* INFORMATION
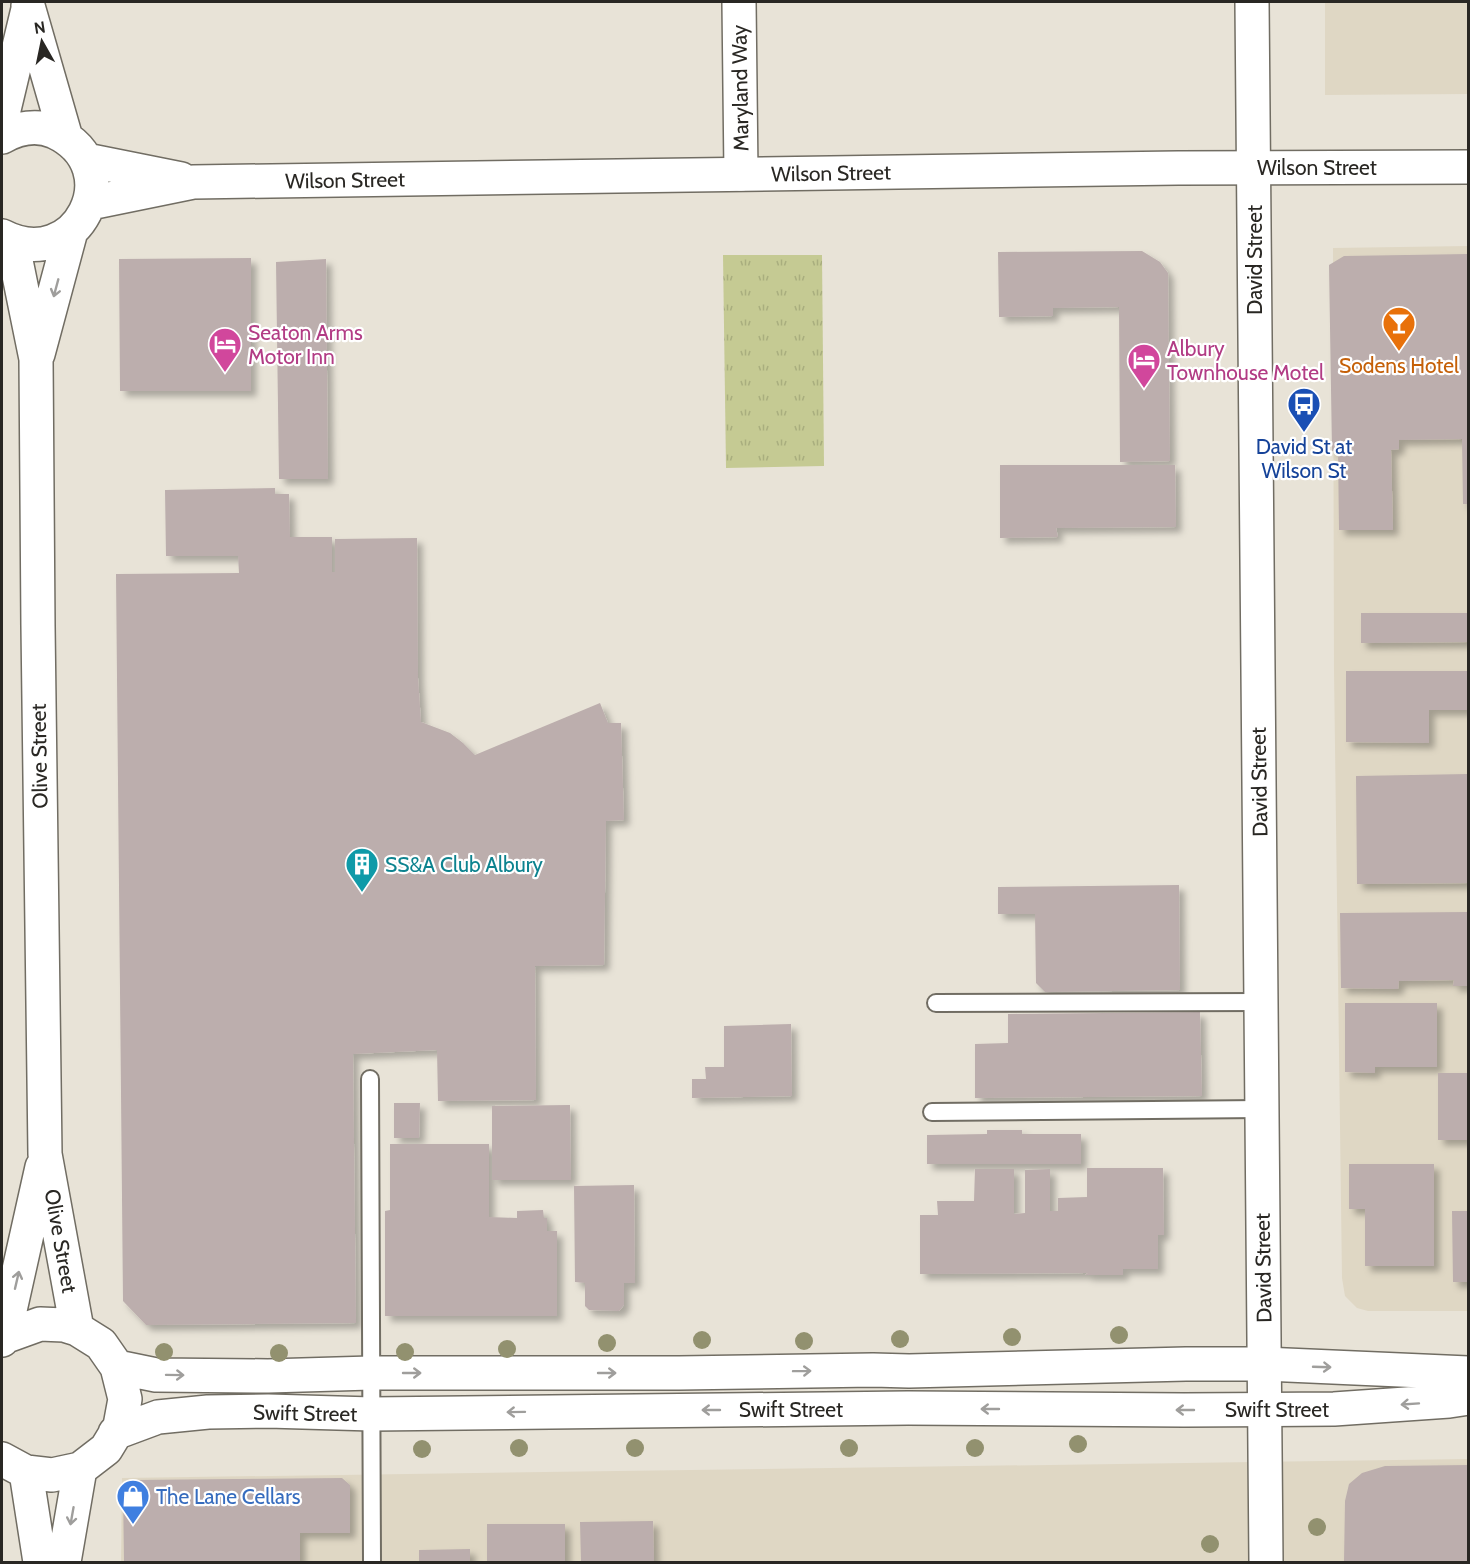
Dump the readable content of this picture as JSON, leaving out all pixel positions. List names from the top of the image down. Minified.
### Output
{"streets":{"street":["Maryland Way","Wilson Street","David Street","Olive Street","Swift Street"]},"crossings":[["Maryland Way","Wilson Street"],["Wilson Street","David Street"],["David Street","Swift Street"]],"places":{"bar":["Sodens Hotel"],"hotel":["Seaton Arms Motor Inn","Albury Townhouse Motel"],"bus stop":["David St at Wilson St"],"building":["SS&A Club Albury"],"shop":["The Lane Cellars"]},"north":"top"}
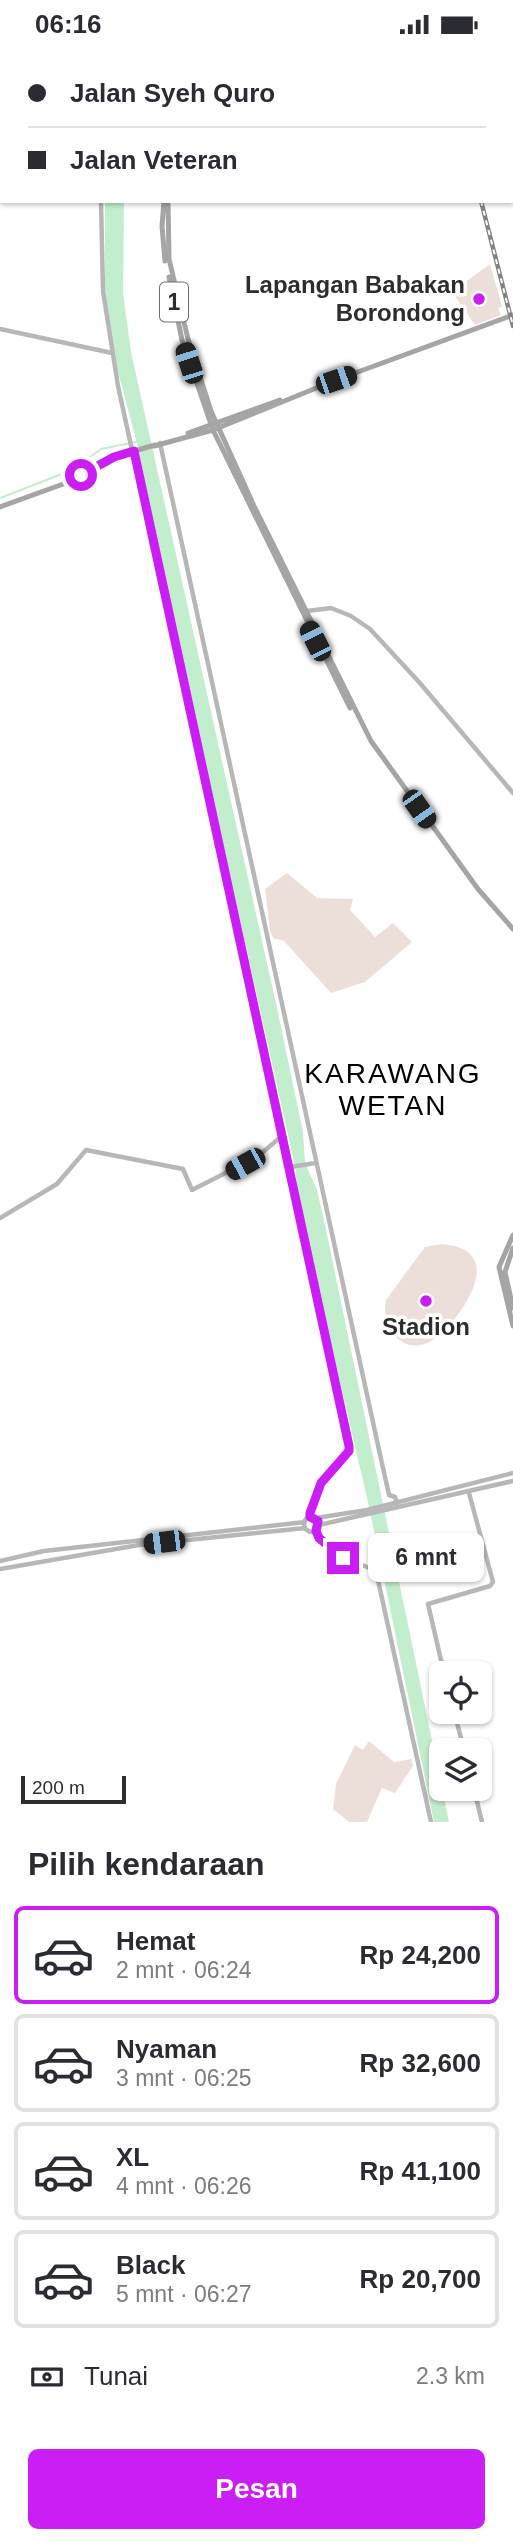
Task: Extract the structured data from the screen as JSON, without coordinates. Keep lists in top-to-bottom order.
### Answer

* WHAT TO WORK ON
Could you write all the entries out again exactly, but without their pictures?

* SOLVED EXERCISE
Dump the readable content of this picture as JSON, leaving out all pixel positions. List names from the top of the image down. Minified.
### Output
{"streets":{"street":["Maryland Way","Wilson Street","David Street","Olive Street","Swift Street"]},"crossings":[["Maryland Way","Wilson Street"],["Wilson Street","David Street"],["David Street","Swift Street"]],"places":{"bar":["Sodens Hotel"],"hotel":["Seaton Arms Motor Inn","Albury Townhouse Motel"],"bus stop":["David St at Wilson St"],"building":["SS&A Club Albury"],"shop":["The Lane Cellars"]},"north":"top"}
Task: Extract the structured data from the screen as JSON, without coordinates. Keep lists in top-to-bottom order.
### Answer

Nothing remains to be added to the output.